I have ADHD, and I often struggle to focus, except for when I first wake up.
I have ADHD, and I often struggle to focus, except for when I first wake up.
Take advantage of your focused time in the morning. Use it for important tasks that require concentration, like planning your day, tackling difficult work, or organizing things.
Reduce distractions in your environment. Try keeping your workspace clean, using noise-canceling headphones, or setting up a designated quiet spot to help you focus better.
Use timers or alarms to structure your focus sessions. Try working in short bursts—like the Pomodoro Technique, where you focus for 25 minutes, then take a 5-minute break. This can help keep your attention on track without feeling overwhelmed.
Take short movement breaks to reset your focus.
When you feel your attention slipping, try standing up, stretching, or walking around for a minute. Physical movement can help refresh your brain and improve concentration when you return to your task.
Break large tasks into smaller steps.
Big tasks can feel overwhelming, making it hard to focus. Try splitting them into smaller, manageable chunks—this way, you’ll stay engaged without feeling drained.

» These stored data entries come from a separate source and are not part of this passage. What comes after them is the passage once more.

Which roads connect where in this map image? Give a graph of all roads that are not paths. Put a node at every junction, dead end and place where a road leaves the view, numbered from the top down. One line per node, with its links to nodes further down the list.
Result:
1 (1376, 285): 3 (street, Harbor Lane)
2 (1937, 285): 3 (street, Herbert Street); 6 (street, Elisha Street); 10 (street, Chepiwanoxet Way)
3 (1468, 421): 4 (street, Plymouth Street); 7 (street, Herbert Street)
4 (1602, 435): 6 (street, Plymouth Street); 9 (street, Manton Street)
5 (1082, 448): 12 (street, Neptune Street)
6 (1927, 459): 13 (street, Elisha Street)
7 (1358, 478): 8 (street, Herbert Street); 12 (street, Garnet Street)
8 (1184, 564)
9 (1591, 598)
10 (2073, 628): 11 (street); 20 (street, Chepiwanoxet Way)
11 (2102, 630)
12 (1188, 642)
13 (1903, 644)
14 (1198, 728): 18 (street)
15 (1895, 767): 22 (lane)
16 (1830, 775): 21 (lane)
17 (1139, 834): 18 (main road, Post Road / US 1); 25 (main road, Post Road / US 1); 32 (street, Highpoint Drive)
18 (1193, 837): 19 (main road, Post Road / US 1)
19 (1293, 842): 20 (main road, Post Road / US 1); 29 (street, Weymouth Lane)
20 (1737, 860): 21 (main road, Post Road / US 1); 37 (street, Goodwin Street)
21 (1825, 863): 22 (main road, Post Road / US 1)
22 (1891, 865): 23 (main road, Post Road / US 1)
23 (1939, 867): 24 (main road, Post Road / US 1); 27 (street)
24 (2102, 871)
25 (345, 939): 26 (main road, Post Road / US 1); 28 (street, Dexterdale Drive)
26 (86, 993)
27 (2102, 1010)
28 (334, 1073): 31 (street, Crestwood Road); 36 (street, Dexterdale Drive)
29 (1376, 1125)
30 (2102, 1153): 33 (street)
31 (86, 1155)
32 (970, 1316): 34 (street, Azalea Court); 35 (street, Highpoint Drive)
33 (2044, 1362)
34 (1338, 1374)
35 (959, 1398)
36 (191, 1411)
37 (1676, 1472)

Try using visual or written reminders.
Sticky notes, a to-do list, or a digital planner can help keep your goals visible, so you don’t lose track of what needs to be done. Color coding or using simple keywords might make it even easier to follow.
Practice mindful breathing or meditation.
Taking a moment to breathe deeply or do a short meditation can help reset your focus, reduce stress, and improve concentration. Even a few minutes of slow, deep breaths can make a difference!